> [DATASET ENTRIES]:

___

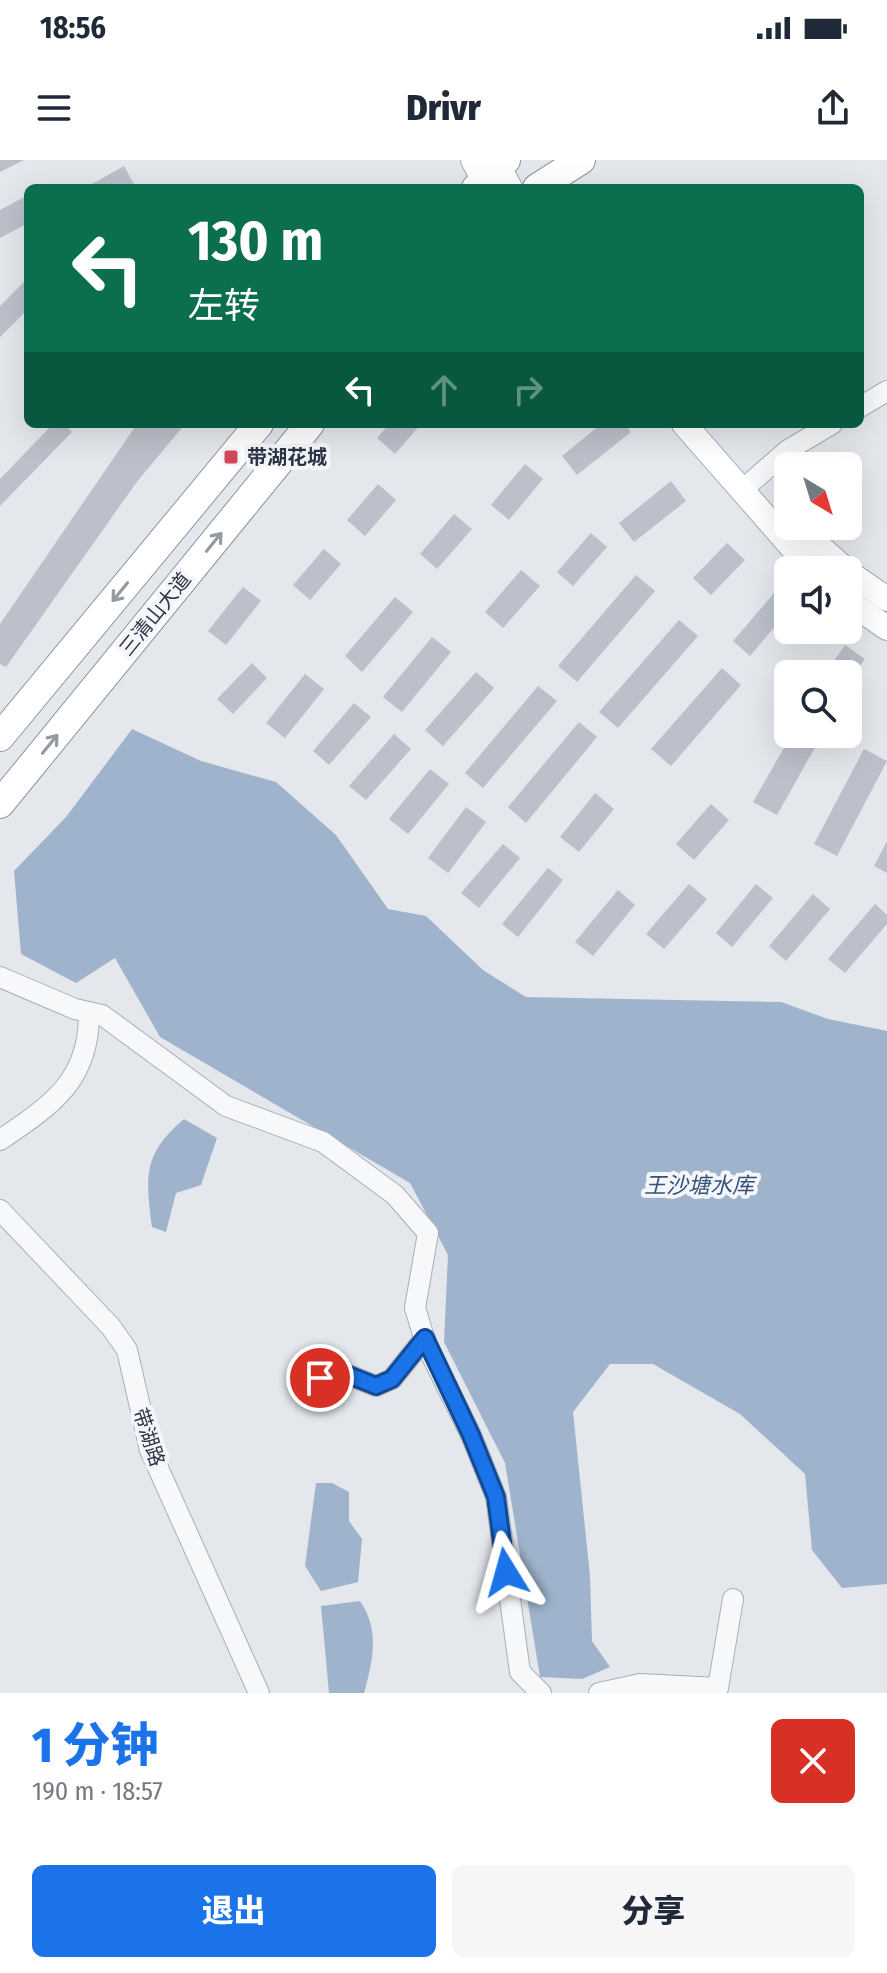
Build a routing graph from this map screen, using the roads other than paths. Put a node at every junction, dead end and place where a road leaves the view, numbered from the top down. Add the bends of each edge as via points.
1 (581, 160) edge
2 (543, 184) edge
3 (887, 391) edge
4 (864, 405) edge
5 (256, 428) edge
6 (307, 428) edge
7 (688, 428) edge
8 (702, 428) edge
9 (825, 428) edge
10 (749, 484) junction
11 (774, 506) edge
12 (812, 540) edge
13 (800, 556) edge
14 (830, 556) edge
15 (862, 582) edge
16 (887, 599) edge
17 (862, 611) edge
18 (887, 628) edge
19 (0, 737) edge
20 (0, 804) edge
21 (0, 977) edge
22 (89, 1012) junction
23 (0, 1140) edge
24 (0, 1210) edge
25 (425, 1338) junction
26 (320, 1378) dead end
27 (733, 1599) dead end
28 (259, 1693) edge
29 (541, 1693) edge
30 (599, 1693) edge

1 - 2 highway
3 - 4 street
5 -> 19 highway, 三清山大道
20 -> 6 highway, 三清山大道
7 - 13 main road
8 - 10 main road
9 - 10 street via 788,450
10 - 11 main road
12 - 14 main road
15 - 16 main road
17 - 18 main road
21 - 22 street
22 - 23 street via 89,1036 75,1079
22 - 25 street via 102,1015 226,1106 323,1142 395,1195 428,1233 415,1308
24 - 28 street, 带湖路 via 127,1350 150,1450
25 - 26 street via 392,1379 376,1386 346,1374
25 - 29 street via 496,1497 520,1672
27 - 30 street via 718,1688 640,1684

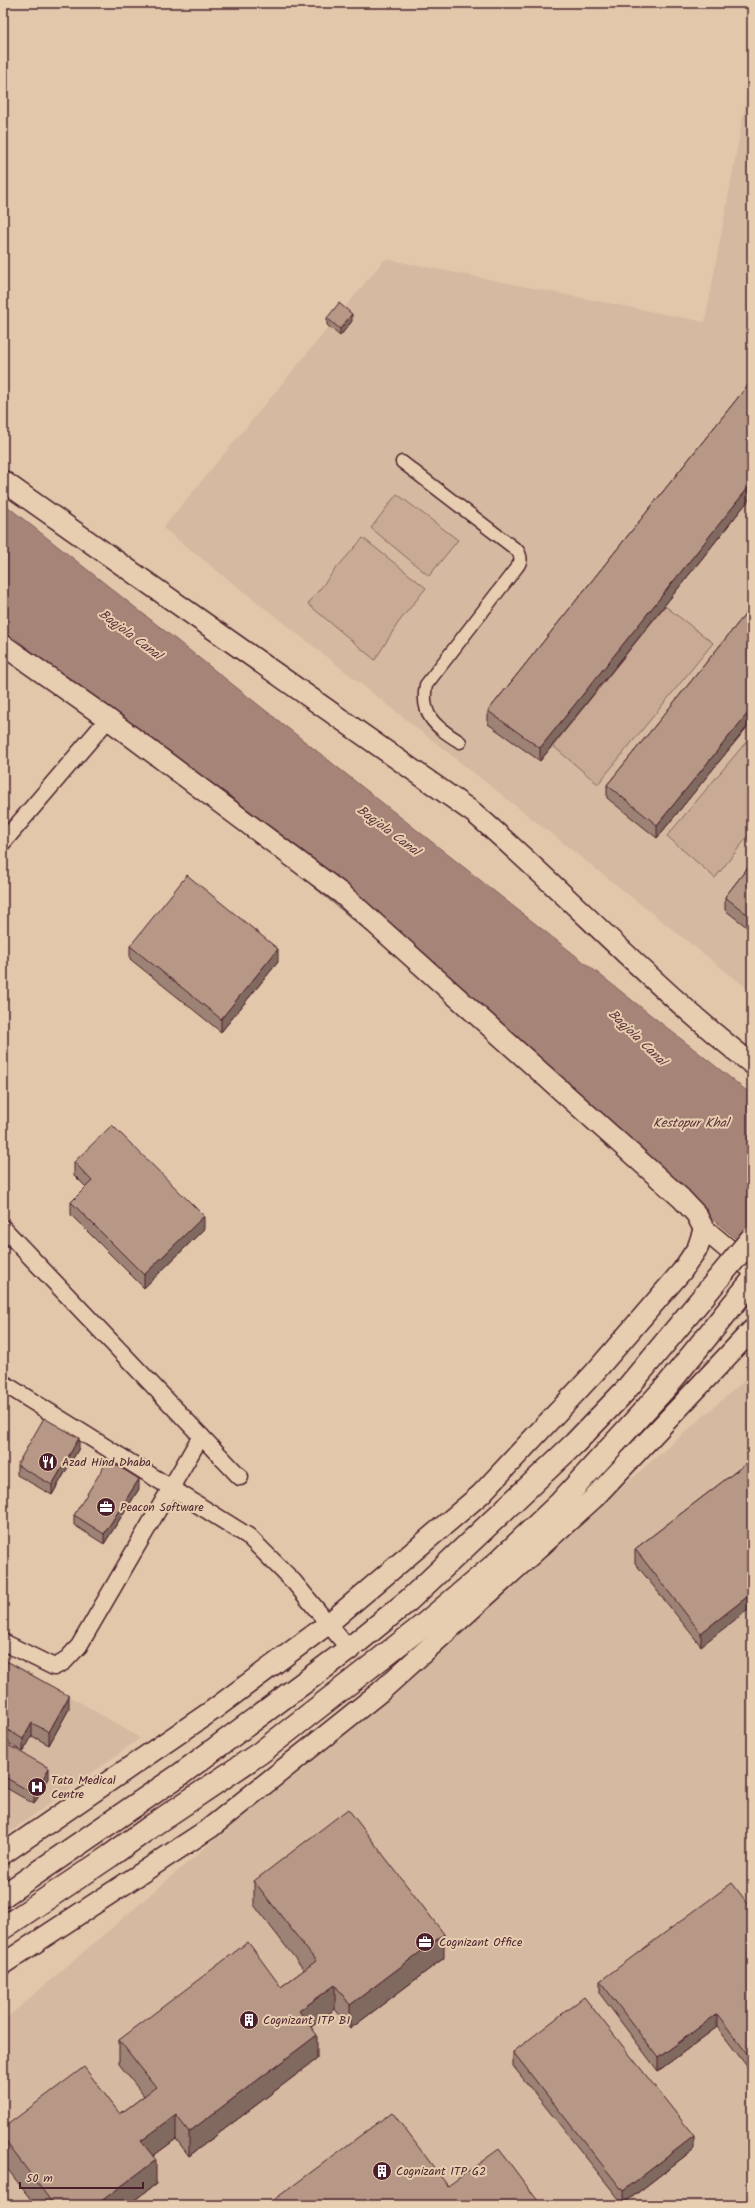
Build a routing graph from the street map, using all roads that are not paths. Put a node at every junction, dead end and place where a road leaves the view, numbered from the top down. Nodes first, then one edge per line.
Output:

___

> [ACTIVITY]: Line by line, return the listing above exactly, leaving out its pictures.

> [COMPLETED TASK]:
Build a routing graph from this map screen, using the roads other than paths. Put a node at every junction, dead end and place where a road leaves the view, numbered from the top down. Add the bends of each edge as via points.
1 (581, 160) edge
2 (543, 184) edge
3 (887, 391) edge
4 (864, 405) edge
5 (256, 428) edge
6 (307, 428) edge
7 (688, 428) edge
8 (702, 428) edge
9 (825, 428) edge
10 (749, 484) junction
11 (774, 506) edge
12 (812, 540) edge
13 (800, 556) edge
14 (830, 556) edge
15 (862, 582) edge
16 (887, 599) edge
17 (862, 611) edge
18 (887, 628) edge
19 (0, 737) edge
20 (0, 804) edge
21 (0, 977) edge
22 (89, 1012) junction
23 (0, 1140) edge
24 (0, 1210) edge
25 (425, 1338) junction
26 (320, 1378) dead end
27 (733, 1599) dead end
28 (259, 1693) edge
29 (541, 1693) edge
30 (599, 1693) edge

1 - 2 highway
3 - 4 street
5 -> 19 highway, 三清山大道
20 -> 6 highway, 三清山大道
7 - 13 main road
8 - 10 main road
9 - 10 street via 788,450
10 - 11 main road
12 - 14 main road
15 - 16 main road
17 - 18 main road
21 - 22 street
22 - 23 street via 89,1036 75,1079
22 - 25 street via 102,1015 226,1106 323,1142 395,1195 428,1233 415,1308
24 - 28 street, 带湖路 via 127,1350 150,1450
25 - 26 street via 392,1379 376,1386 346,1374
25 - 29 street via 496,1497 520,1672
27 - 30 street via 718,1688 640,1684

Build a routing graph from the street map, using all roads that are not paths. Put a node at every junction, dead end and place where a road leaves the view, numbered from the top down. Nodes first, then one edge per line.
Output:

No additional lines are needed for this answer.